I'd like to expand my thanks to include the military families who stay strong and lovingly give of themselves in a way they may not have anticipated when their beloved family member became part of our military forces. For the military, service to country comes first and family members provide a huge amount of support to make that happen. This country should also thank the families. I salute the veterans and their incomparable families from the deepest, furthest corners of my heart. You bring color, vitality and nobility to our American life.  You are part of who we salute or for whom we cover our hearts when we sing the "Star Spangled Banner" or say the Pledge of Allegiance.  Thank you.

I thank my cousin Dale in Chicago who enlisted in the Marines in 1968 on the day he turned 18. He spent two tours as a lineman in Vietnam before he was twenty. He came home to marry a lovely woman and raise three fantastic, loving, generous children whose lives contribute to the world. Thank you Dale.  You have led a loving, selfless, noble life and you are one of my heroes. I'm proud of you. The whole family is proud of you. 

I'd like to celebrate my cousin Christina who enlisted with the Marines at age 18 and continued to serve her country even as a single mother. You inspire me and I thank you.  

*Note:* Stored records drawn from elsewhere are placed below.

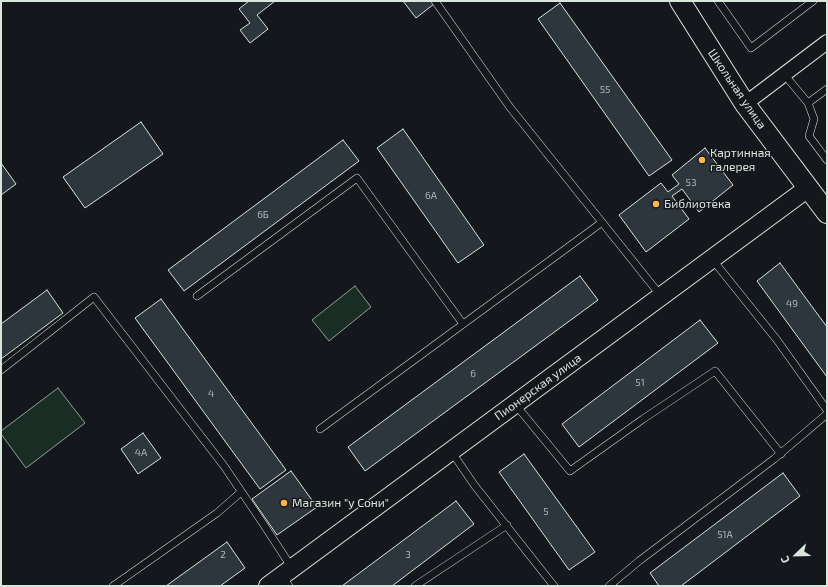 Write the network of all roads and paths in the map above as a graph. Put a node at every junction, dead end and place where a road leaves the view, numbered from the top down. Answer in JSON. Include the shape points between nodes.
{"nodes":[{"id":1,"x":435,"y":1,"type":"edge"},
{"id":2,"x":680,"y":1,"type":"edge"},
{"id":3,"x":718,"y":1,"type":"edge"},
{"id":4,"x":813,"y":1,"type":"edge"},
{"id":5,"x":827,"y":42,"type":"edge"},
{"id":6,"x":784,"y":74,"type":"junction"},
{"id":7,"x":827,"y":89,"type":"edge"},
{"id":8,"x":808,"y":103,"type":"junction"},
{"id":9,"x":745,"y":104,"type":"junction"},
{"id":10,"x":827,"y":160,"type":"edge"},
{"id":11,"x":808,"y":188,"type":"junction"},
{"id":12,"x":827,"y":213,"type":"edge"},
{"id":13,"x":601,"y":223,"type":"junction"},
{"id":14,"x":712,"y":258,"type":"junction"},
{"id":15,"x":198,"y":296,"type":"dead end"},
{"id":16,"x":661,"y":296,"type":"junction"},
{"id":17,"x":463,"y":324,"type":"junction"},
{"id":18,"x":1,"y":370,"type":"edge"},
{"id":19,"x":514,"y":404,"type":"junction"},
{"id":20,"x":827,"y":410,"type":"edge"},
{"id":21,"x":827,"y":414,"type":"edge"},
{"id":22,"x":320,"y":429,"type":"dead end"},
{"id":23,"x":451,"y":451,"type":"junction"},
{"id":24,"x":781,"y":454,"type":"junction"},
{"id":25,"x":241,"y":492,"type":"junction"},
{"id":26,"x":507,"y":526,"type":"junction"},
{"id":27,"x":283,"y":579,"type":"edge"},
{"id":28,"x":113,"y":586,"type":"edge"},
{"id":29,"x":415,"y":586,"type":"edge"},
{"id":30,"x":554,"y":586,"type":"edge"},
{"id":31,"x":609,"y":586,"type":"edge"}],
"edges":[{"from":1,"to":13,"type":"lane","via":[[509,106]]},
{"from":2,"to":9,"type":"main road","name":"Школьная улица"},
{"from":3,"to":4,"type":"lane","via":[[751,48]]},
{"from":5,"to":6,"type":"street"},
{"from":6,"to":8,"type":"lane"},
{"from":6,"to":9,"type":"street"},
{"from":7,"to":8,"type":"lane"},
{"from":8,"to":10,"type":"lane","via":[[814,119],[809,136]]},
{"from":9,"to":11,"type":"main road","name":"Школьная улица"},
{"from":11,"to":12,"type":"main road","name":"Школьная улица"},
{"from":11,"to":14,"type":"street","name":"Пионерская улица"},
{"from":13,"to":16,"type":"lane"},
{"from":13,"to":17,"type":"lane"},
{"from":14,"to":16,"type":"street","name":"Пионерская улица"},
{"from":14,"to":20,"type":"lane"},
{"from":15,"to":17,"type":"lane","via":[[357,178]]},
{"from":16,"to":19,"type":"street","name":"Пионерская улица"},
{"from":17,"to":22,"type":"lane"},
{"from":18,"to":25,"type":"lane","via":[[94,297]]},
{"from":19,"to":23,"type":"street","name":"Пионерская улица"},
{"from":19,"to":24,"type":"lane","via":[[570,471],[715,371]]},
{"from":21,"to":24,"type":"lane"},
{"from":23,"to":26,"type":"lane"},
{"from":23,"to":27,"type":"street","name":"Пионерская улица"},
{"from":24,"to":31,"type":"lane"},
{"from":25,"to":27,"type":"lane"},
{"from":25,"to":28,"type":"lane","via":[[217,513]]},
{"from":26,"to":29,"type":"lane"},
{"from":26,"to":30,"type":"lane"}]}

A special thank you to my eighty-seven year old father, who, at age 18, was flying P38's with the famous 94th Aero Squadron over Italy during WWII.  He spent 24 years in the Air Force beginning his career when it was known as Army-Air Corps and retiring in 1964.
About five years ago I attended a course, "American War Films", offered through Santa Monica College We viewed, analyzed and discussed about ten films, one of which was "The Story of G.I. Joe" which I'd never seen before.  War films are not my favorite film genre but I've seen a number of them. Where other films left me with a hatred of war and violence, "The Story of GI Joe" transformed me -- not my thinking -- me.  I don't mean that I now love war and violence but I did come away with a LOT more -- 100% more -- appreciation for what it took to be in the armed forces during WWII. 

Walking home after the class, I felt the urge to call my dad and thank him for his service.  Like so many veterans, Dad seldom spoke about what war was like for him so I didn't know if I'd embarrass him or make him uncomfortable. I called anyway. I told Dad, "I've just seen 'The Story of GI Joe' and, I know you weren't in the infantry and I'll never know what it was like for you in World War II, but I appreciate what you did and I want thank you. I just really thank you."  He was quiet for a few seconds. Then he said, "You don't need to thank me."  I said, "I want to." Another second or two passed before he replied, "No one in my family ever thanked me before."  We talked further but I was so glad I made the call and so glad I thanked my father for his service to this country. 
In his back yard.
Dad lives in Virginia now and spends his days teaching himself Arabic, studying home courses about calculus, astronomy, theology, genetics and teachings of the Buddha. As an unintended member of The Greatest Generation, he's a walking, breathing part of history -- and he's interesting to talk to about almost any subject. 

Enjoying the afternoon sun.

Most days Dad takes a walk along the Windsor Castle park bridge in Smithfield, VA.  If you see him, introduce yourself and chat. I'm sure he'd be delighted and it'd be a gift to him if you say "Thank you for your service to this country".

Once again, thank you Veterans and Veterans' families.